The holiday season is the season of giving, whether you’re handing out gifts or donating your money or time to charity. No matter the holiday you celebrate, the end of the year always gives people time to think about what is most important to them. In some cases, true giving is caring for what you already have, and one way to do that is through a trust. In this article, we’ll discuss how a trust can help you care for the people closest to you.

What is a Trust? 

A trust is a three-party fiduciary relationship. You act as the donor (or grantor), and you transfer an asset (money, property, a valued item, etc.) to the trustee, who holds legal title of said asset. When you transfer the asset to the trustee, you no longer hold legal title. At your direction or upon your death, the trustee will transfer legal title to the beneficiary. The beneficiary is the person that you always intended to possess the asset in the end.

Trusts are beneficial, when compared to wills, because they do not have to pass through probate court. Another benefit of trusts is that there are many, many different types from which to choose. Below are just a few of the main kinds of trusts, as well as a brief definition of each and what they entail.


A revocable trust is a type of trust that has provisions which can be altered or canceled should the grantor choose. These trusts usually provide that the property be maintained for the benefit of the grantor. After the grantor dies, the trust functions like a will. These trusts are beneficial because they ensure that your trust is for your own benefit, and it holds true to that purpose even if you are incapable of managing your affairs.  


By contrast, an irrevocable trust’s terms or provisions cannot be modified, terminated, or amended without the permission of the intended beneficiary. The main downside is the lack of flexibility. If you change your mind, you’re out of luck. One of the main upsides of an irrevocable trust is that it can potentially offer asset protection from possible lawsuits or future creditors. 

Asset Protection

Also called an ATP, an asset protection trust is a type of trust that holds your assets with the intent of shielding them from current or potential creditors. This financial-planning trust vehicle offers very strong protection against lawsuits against you or your estate. ATPs are set up to legally mitigate the effects of things such as bankruptcy, divorce, or taxation. 


If there’s a charity that means a lot to you, consider a charitable trust. This trust, which is irrevocable for public policy reasons, are established for charitable purposes. The set of usually-liquid assets are signed over by the donor. They are managed and held by the charity for a predetermined period of time. Usually, some or all of the assets’ produced interest goes to the charity. These charitable trusts are defined in IRS Code §4947(a)(1), though they are not tax-exempt.

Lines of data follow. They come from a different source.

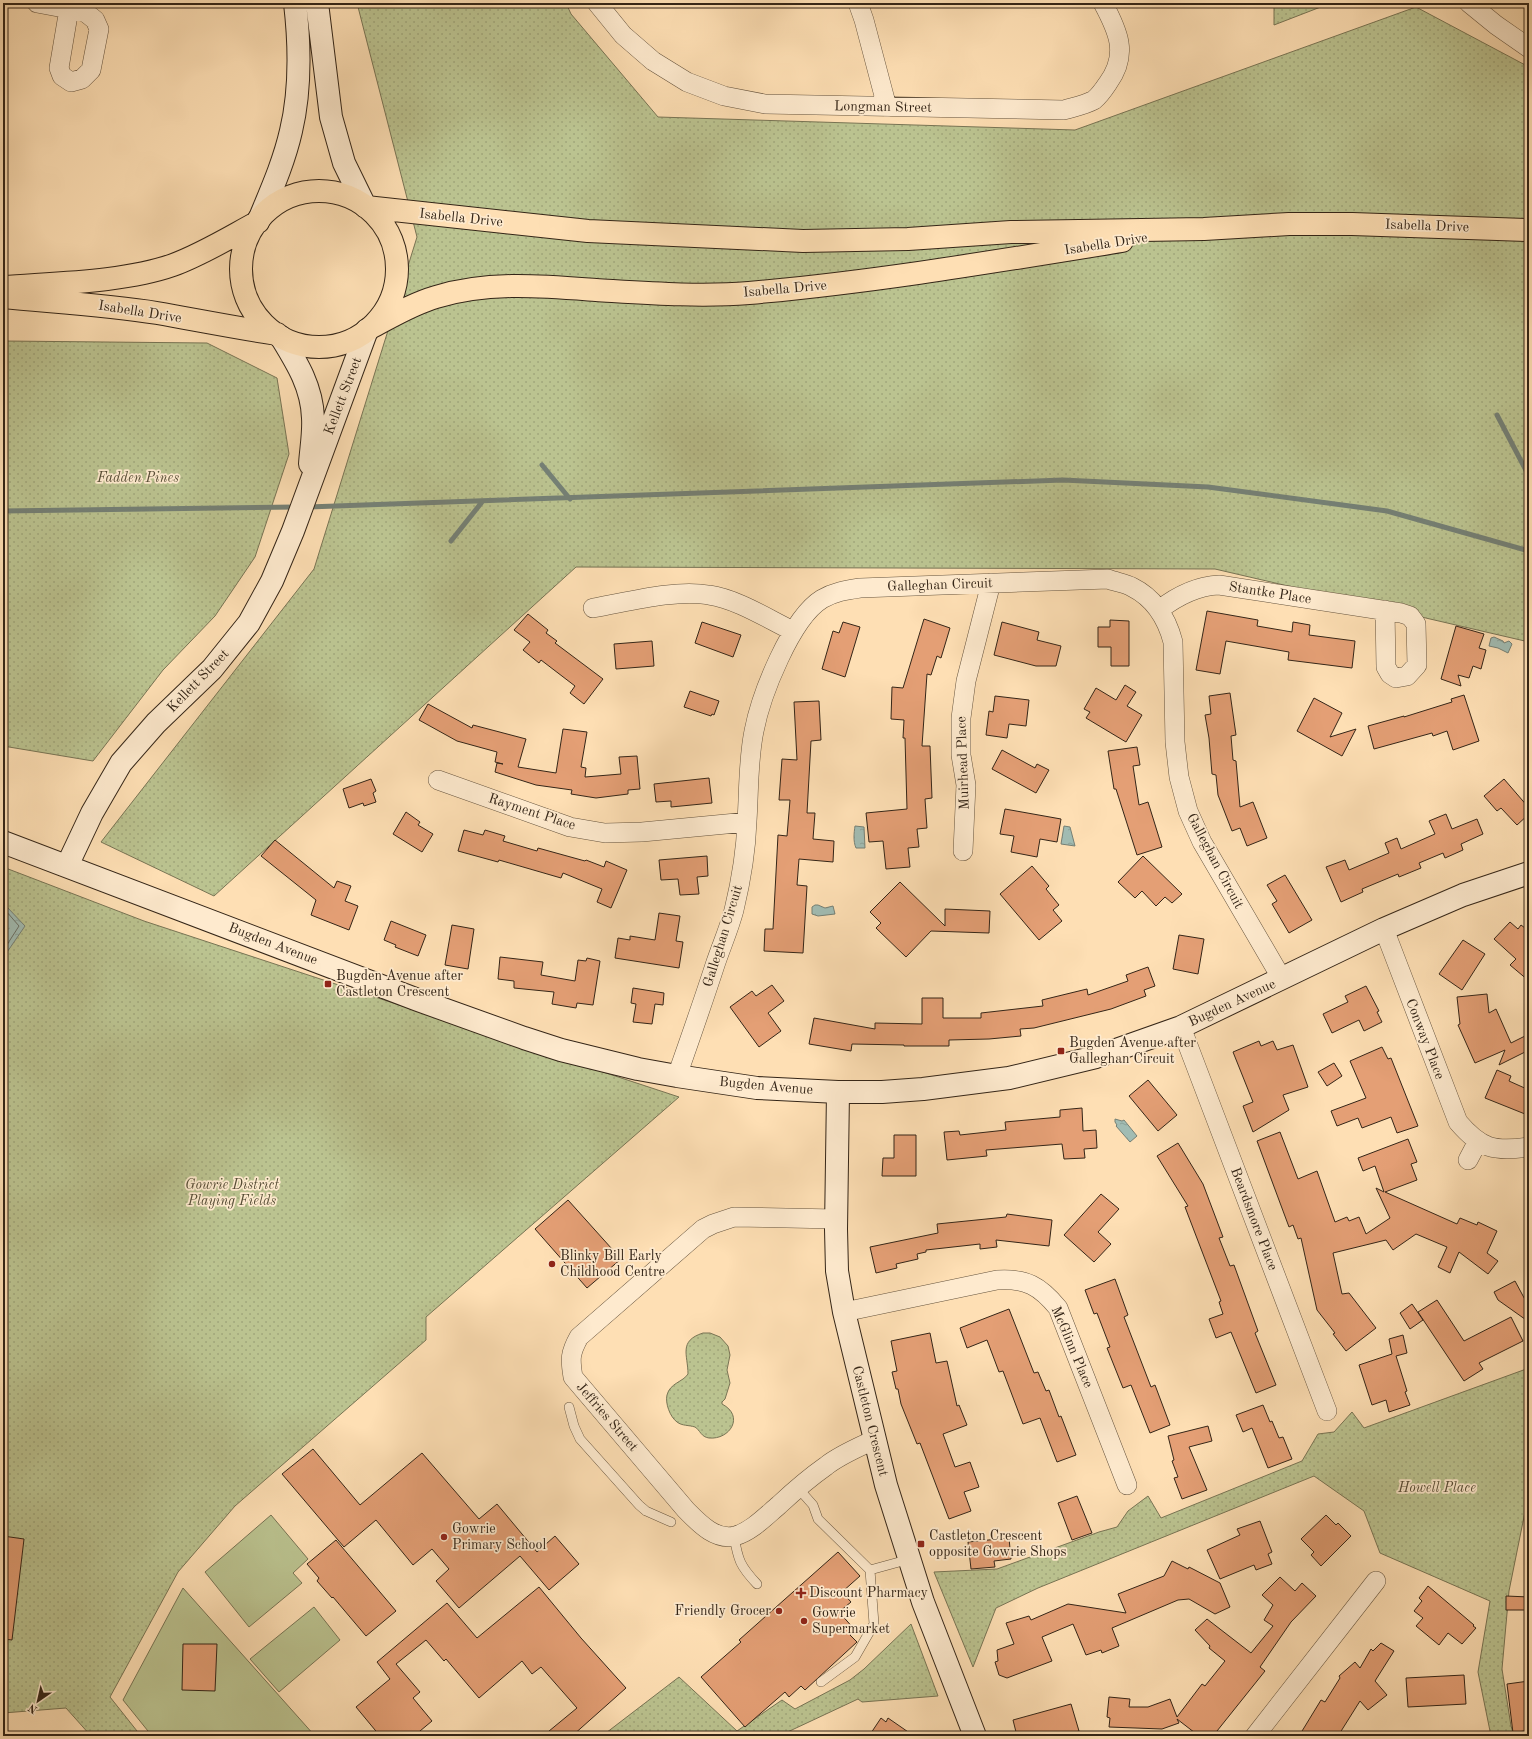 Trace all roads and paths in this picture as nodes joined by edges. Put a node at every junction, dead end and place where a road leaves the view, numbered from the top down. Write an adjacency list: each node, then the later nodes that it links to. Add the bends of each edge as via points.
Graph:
1 (36, 3): 8 (street)
2 (294, 3): 12 (street, via 299,38 295,108 291,132 277,177)
3 (317, 3): 11 (street, via 331,117 344,163)
4 (597, 3): 10 (street, Longman Street, via 623,35 652,61 687,82 724,96 765,104)
5 (858, 3): 10 (street)
6 (1103, 3): 10 (street, Longman Street, via 1116,27 1121,46 1111,79 1095,99 1064,110)
7 (1470, 3): 9 (street)
8 (81, 8)
9 (1529, 48)
10 (887, 107)
11 (366, 207): 12 (main road, via 339,194 309,192 282,202); 13 (main road, Isabella Drive, via 588,231 803,241 908,239 1011,232); 17 (main road, via 384,227 395,253 397,266 393,294 388,307)
12 (258, 221): 15 (main road, Isabella Drive, via 199,254 143,273); 18 (main road, via 248,239 242,260 244,289 256,315)
13 (1204, 229): 14 (main road, Isabella Drive, via 1289,224 1352,224); 17 (main road, Isabella Drive, via 842,284 747,293 657,294 550,286 482,288 444,295 414,305)
14 (1529, 230)
15 (3, 287)
16 (3, 297): 18 (main road, Isabella Drive, via 157,313)
17 (369, 329): 18 (main road, via 346,343 332,346 303,345); 19 (street, Kellett Street)
18 (279, 336): 19 (street, Kellett Street, via 302,373 311,396 314,420)
19 (310, 484): 29 (street, Kellett Street, via 272,581 249,623 212,669 156,723 121,763 92,813)
20 (991, 583): 22 (street, Galleghan Circuit, via 1108,579 1132,586 1151,600); 24 (street, Galleghan Circuit, via 840,590 816,604 806,613); 28 (street, Muirhead Place, via 966,681 961,718 961,755 966,786)
21 (593, 608): 24 (street, via 681,593 710,595)
22 (1159, 610): 23 (street, Stantke Place, via 1189,591 1219,585); 32 (street, Galleghan Circuit, via 1170,630 1173,642 1175,742 1179,777 1188,811 1202,842)
23 (1385, 610)
24 (794, 631): 26 (street, Galleghan Circuit, via 771,678 753,732)
25 (438, 780): 26 (street, Rayment Place, via 570,827 605,833)
26 (747, 822): 34 (street, Galleghan Circuit, via 743,866 734,911)
27 (3, 842): 29 (street, Bugden Avenue)
28 (964, 851)
29 (67, 866): 34 (street, Bugden Avenue, via 524,1038 561,1050)
30 (1529, 873): 31 (street, Bugden Avenue, via 1463,895)
31 (1384, 929): 32 (street, Bugden Avenue); 36 (street, Conway Place, via 1453,1113 1470,1136)
32 (1282, 979): 33 (street, Bugden Avenue)
33 (1181, 1027): 35 (street, Bugden Avenue, via 1096,1057 1010,1078 923,1089); 42 (street, Beardsmore Place)
34 (677, 1076): 35 (street, Bugden Avenue, via 757,1088)
35 (838, 1092): 39 (street, Castleton Crescent)
36 (1478, 1141): 37 (street, Conway Place, via 1487,1146 1506,1150); 38 (street)
37 (1529, 1147)
38 (1468, 1160)
39 (836, 1219): 40 (street, Castleton Crescent, via 838,1271); 47 (street, Jeffries Street, via 734,1217 713,1224 703,1229 578,1337 572,1348 570,1360 573,1377 699,1524 721,1535)
40 (844, 1312): 43 (street, Castleton Crescent); 44 (street, McGlinn Place, via 996,1280 1028,1282 1045,1292 1058,1308)
41 (569, 1407): 46 (lane, via 580,1439 639,1505 646,1511)
42 (1327, 1411)
43 (874, 1440): 45 (street, via 827,1465); 48 (street, Castleton Crescent)
44 (1127, 1486)
45 (798, 1488): 47 (street, via 753,1528); 49 (lane, via 813,1505 818,1519)
46 (671, 1522)
47 (734, 1536): 51 (lane, via 738,1559 744,1571)
48 (910, 1559): 49 (lane); 53 (street, Castleton Crescent, via 932,1627)
49 (870, 1570): 52 (lane, via 874,1624 855,1657)
50 (1376, 1581): 54 (street)
51 (757, 1584)
52 (821, 1682)
53 (974, 1736)
54 (1255, 1736)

The constructive trust differs from the other trusts on this list because it is not a trust by the same legal definition. Instead, a constructive trust is an equitable remedy. The court imposes this remedy to benefit a party that might have been wrongfully deprived of its rights. The deprivation may have been caused by a person holding a property right that they stole, or it could have been caused by a breach of fiduciary duty. This trust is worth a mention because it shows that there are equitable remedies in court—a bad trustee does not mean that all hope is lost. 

Requirements in Florida 

Each individual trust has its own requirements in Florida, as in any state. The requirements to create a trust generally include the duty of good faith, which states that a trustee must act in good faith. The trustee must act in accordance with the trust’s terms and purposes and the beneficiaries’ interests. Secondly, a trust must have a lawful purpose that is not only legal, but also not “contrary to public policy.” The trust’s purpose must be possible to achieve as well. § 736.0105 of the Florida Trust Code governs trust requirements. 

The small list we have given you is just the tip of the iceberg when it comes to trusts. Trusts are a way to care for the people who mean the most to you, all while avoiding the court system that could be time-consuming and expensive for everyone involved. This holiday season, remember that, especially in these trying times, true giving means caring for those already around you.